Added compatibility for pip >v22.2.2 (#277)

tieneupin · web-flow · commit 9de091794058 · 2024-05-24T10:13:31.000+01:00
* Pulls hidden `.whl.metadata` files from the PyPI simple API as well for newer versions of `pip` to look for.
diff --git a/pyproject.toml b/pyproject.toml
@@ -30,7 +30,7 @@ classifiers = [
     "Programming Language :: Python :: 3.12",
 ]
 dependencies = [
-    "pydantic",
+    "pydantic<2", # Pip hops between installing v2.7 or v1.10 depending on which of the additional dependencies are requested
     "requests",
     "rich",
     "werkzeug",
diff --git a/src/murfey/server/__init__.py b/src/murfey/server/__init__.py
@@ -111,7 +111,7 @@ def sanitise(in_string: str) -> str:
     return in_string.replace("\r\n", "").replace("\n", "")
 
 
-def santise_path(in_path: Path) -> Path:
+def sanitise_path(in_path: Path) -> Path:
     return Path("/".join(secure_filename(p) for p in in_path.parts))
 
 
diff --git a/src/murfey/server/api.py b/src/murfey/server/api.py
@@ -43,6 +43,7 @@
     get_machine_config,
     get_microscope,
     get_tomo_preproc_params,
+    sanitise,
     templates,
 )
 from murfey.server.config import from_file, settings
@@ -110,10 +111,6 @@
 router = APIRouter()
 
 
-def sanitise(in_string: str) -> str:
-    return in_string.replace("\r\n", "").replace("\n", "")
-
-
 # This will be the homepage for a given microscope.

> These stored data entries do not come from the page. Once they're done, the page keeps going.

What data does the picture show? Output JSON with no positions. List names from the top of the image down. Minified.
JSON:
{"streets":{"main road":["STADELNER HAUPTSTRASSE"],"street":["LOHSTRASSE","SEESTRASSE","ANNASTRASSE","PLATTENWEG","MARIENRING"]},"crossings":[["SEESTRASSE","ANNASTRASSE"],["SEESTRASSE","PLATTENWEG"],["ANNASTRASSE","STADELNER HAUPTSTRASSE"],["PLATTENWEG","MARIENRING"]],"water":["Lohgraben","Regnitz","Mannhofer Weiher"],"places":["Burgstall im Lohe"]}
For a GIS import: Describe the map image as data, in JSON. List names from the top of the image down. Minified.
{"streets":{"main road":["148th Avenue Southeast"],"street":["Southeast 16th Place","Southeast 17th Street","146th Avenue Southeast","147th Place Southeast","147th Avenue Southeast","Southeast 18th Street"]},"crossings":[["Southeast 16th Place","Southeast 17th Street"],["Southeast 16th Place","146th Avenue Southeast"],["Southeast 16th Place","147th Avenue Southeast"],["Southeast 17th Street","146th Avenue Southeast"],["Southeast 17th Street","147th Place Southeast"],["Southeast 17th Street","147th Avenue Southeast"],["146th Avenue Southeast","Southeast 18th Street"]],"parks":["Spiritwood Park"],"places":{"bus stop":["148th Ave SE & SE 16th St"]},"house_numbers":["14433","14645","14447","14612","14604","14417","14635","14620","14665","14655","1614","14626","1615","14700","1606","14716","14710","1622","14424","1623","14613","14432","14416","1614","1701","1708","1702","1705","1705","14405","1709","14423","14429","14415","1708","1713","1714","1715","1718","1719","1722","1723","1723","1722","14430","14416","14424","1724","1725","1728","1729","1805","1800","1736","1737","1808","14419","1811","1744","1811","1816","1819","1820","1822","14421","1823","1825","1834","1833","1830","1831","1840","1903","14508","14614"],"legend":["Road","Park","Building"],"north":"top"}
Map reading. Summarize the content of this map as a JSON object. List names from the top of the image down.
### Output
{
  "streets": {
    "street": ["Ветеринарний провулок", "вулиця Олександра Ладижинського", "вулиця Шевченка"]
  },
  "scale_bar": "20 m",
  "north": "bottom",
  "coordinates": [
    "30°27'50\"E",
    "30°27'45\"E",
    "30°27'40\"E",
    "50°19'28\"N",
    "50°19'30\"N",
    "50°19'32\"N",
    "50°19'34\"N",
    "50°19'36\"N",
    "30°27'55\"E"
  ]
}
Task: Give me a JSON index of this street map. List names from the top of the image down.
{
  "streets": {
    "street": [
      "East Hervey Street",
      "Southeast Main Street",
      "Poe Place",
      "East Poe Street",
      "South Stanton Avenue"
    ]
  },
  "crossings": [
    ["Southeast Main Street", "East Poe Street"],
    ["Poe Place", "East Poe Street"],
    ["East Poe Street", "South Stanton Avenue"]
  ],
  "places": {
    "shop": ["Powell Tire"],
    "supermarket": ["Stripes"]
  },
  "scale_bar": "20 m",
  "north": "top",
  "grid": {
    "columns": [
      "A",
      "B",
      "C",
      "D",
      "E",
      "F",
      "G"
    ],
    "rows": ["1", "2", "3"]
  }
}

 @router.get("/", response_class=HTMLResponse)
 async def root(request: Request):
diff --git a/src/murfey/server/bootstrap.py b/src/murfey/server/bootstrap.py
@@ -17,6 +17,7 @@
 import logging
 import random
 import re
+from urllib.parse import quote
 
 import packaging.version
 import requests
@@ -41,10 +42,47 @@
 log = logging.getLogger("murfey.server.bootstrap")
 
 
+def _validate_package_name(package: str) -> bool:
+    """
+    Check that a package name follows PEP 503 naming conventions, containing only
+    alphanumerics, "_", "-", or "." characters
+    """
+    if re.match(r"^[a-z0-9\-\_\.]+$", package):
+        return True
+    else:
+        return False
+
+
+def _get_full_path_response(package: str) -> requests.Response:
+    """
+    Validates the package name, sanitises it if valid, and attempts to return a HTTP
+    response from PyPI.
+    """
+
+    if _validate_package_name(package):
+        # Sanitise and normalise package name (PEP 503)
+        package_clean = quote(re.sub(r"[-_.]+", "-", package.lower()))
+
+        # Get HTTP response
+        url = f"https://pypi.org/simple/{package_clean}"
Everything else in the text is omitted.